Qu'est-ce que le Canada? Comment définir le plusse bo pays du monde? Je serais bien embêté de répondre à cette question, après tout les deux solitudes (anglo / franco) n'ont pas obtenu leur surnom pour rien. Outre les évènements relatifs à l'histoire régionale qui se perdent dans un pays trop grand, incapables de résister ne serait-ce qu'à la distance Québec-Toronto, il y a aussi les évènements communs à toute la nation qui sont ensuite interprétés par chaque communauté de son côté, produisant des analyses déconcertantes pour celui qui daigne jeter un coup d'œil sur le voisin. Le voisin, peu importe qui il est, n'a rien compris, l'importance relative qu'il accorde à chaque détail n'a aucun bon sens.
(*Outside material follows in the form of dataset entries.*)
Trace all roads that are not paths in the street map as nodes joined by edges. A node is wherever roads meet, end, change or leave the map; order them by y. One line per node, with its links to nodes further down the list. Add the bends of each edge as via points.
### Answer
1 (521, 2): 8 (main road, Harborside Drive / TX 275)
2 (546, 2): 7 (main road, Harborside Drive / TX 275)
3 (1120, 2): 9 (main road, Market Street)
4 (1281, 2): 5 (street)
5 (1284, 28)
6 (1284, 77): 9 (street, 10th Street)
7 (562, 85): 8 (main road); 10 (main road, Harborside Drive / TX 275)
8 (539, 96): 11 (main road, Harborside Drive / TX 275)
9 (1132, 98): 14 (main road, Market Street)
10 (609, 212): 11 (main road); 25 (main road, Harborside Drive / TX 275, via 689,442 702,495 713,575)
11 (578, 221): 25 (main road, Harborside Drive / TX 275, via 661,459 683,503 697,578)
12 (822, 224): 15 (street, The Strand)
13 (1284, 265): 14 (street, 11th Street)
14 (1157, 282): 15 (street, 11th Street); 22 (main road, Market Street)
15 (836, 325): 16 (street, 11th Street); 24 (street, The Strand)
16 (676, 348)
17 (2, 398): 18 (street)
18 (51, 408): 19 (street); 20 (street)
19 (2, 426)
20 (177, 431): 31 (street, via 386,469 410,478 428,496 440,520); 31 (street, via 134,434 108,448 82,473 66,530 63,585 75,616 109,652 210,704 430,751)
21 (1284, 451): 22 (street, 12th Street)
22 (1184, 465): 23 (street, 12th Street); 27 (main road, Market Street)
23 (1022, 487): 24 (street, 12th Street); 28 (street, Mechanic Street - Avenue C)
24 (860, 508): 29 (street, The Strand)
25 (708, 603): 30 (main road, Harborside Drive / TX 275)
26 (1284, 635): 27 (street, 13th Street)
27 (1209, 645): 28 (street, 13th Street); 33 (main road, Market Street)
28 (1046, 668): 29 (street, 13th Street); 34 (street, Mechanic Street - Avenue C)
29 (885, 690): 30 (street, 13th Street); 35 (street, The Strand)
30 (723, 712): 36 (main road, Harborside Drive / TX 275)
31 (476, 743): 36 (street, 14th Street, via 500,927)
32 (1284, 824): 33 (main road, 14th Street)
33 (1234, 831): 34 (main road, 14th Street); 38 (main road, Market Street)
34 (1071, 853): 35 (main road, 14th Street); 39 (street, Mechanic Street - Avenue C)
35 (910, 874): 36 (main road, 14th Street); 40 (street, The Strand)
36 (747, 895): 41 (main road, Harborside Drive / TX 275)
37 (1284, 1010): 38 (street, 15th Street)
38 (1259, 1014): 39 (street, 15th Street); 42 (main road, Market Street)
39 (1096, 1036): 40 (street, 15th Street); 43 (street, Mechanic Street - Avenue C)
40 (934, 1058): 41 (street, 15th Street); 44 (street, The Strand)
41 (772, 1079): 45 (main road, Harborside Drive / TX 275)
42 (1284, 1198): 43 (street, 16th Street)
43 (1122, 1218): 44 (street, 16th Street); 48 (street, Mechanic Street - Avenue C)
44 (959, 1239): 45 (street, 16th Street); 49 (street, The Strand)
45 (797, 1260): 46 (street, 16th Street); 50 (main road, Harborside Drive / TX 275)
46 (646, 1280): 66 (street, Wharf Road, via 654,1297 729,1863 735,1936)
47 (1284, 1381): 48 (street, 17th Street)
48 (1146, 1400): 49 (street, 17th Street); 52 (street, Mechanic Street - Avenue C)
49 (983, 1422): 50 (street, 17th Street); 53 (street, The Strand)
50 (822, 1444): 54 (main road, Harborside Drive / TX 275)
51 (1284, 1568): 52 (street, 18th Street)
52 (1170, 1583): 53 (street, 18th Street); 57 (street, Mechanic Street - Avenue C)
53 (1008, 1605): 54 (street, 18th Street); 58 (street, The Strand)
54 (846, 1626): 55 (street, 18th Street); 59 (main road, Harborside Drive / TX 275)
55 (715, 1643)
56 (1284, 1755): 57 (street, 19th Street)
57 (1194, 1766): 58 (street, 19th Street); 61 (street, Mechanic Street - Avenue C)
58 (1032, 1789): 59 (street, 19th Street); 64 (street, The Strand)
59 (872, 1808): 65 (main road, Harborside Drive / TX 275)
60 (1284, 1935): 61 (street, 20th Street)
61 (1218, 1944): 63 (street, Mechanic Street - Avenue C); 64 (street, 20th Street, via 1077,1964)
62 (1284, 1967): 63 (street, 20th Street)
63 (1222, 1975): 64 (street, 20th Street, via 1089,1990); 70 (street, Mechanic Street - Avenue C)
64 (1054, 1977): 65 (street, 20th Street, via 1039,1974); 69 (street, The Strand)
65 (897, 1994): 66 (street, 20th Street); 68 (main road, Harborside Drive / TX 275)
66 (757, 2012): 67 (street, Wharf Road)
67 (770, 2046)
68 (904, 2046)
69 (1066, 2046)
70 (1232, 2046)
Dans cette optique, le biopic de Rankin fait fi de ces vétilles qui feraient la véracité historique du récit. Son film de propagande psychédélique détruit à coup de triangles le territoire, détourne la chronologie et dissous les protocoles de notre jeune démocratie pour un résultat des plus jouissifs. L'idée ici n'est même pas de parler du Canada au vingtième siècle par le biais d'un portrait un peu baroque de William Lyon Mackenzie King, le premier ministre ayant dirigé, de manière discontinue, le pays pendant plus de 21 ans. Le récit est plutôt une reconstruction historique, un collage d'éléments disparates où une guerre canadienne vient se substituer à une autre et où les adversaires de partis différents (Mackenzie King pour les libéraux et Meighen pour les conservateurs) se retrouvent dans une organisation politique anonyme et informe complètement soumise à la sacro-sainte représentation de la reine d'Angleterre en Amérique, le gouverneur général, présenté par la mise en scène d'une manière à faire rougir Big Brother. Il n'y a que des moitiés de réalités auxquelles les analyses classiques ne s'appliquent plus; chaque solitude s'en verra déconcertée. Complétant le tout avec moult inventions loufoques et joyeusement décadentes, Rankin propose un portrait méconnaissable de son pays d'où se dégage tout de même une vérité plus profonde sur les grands courants qui l'animent et ses tensions internes difficilement réconciliables. La volonté d'uniformisation et de domination frappe de plein fouet l'idéalisme indépendantiste et en fait ressortir la violence, les étendards sont souillés et seul le drapeau de la Déception peut masquer ce qui s'est passé dans les dédales de l'Histoire et contenter les deux camps. Le changement radical est un échec, le statu quo sera de mise pour l'instant.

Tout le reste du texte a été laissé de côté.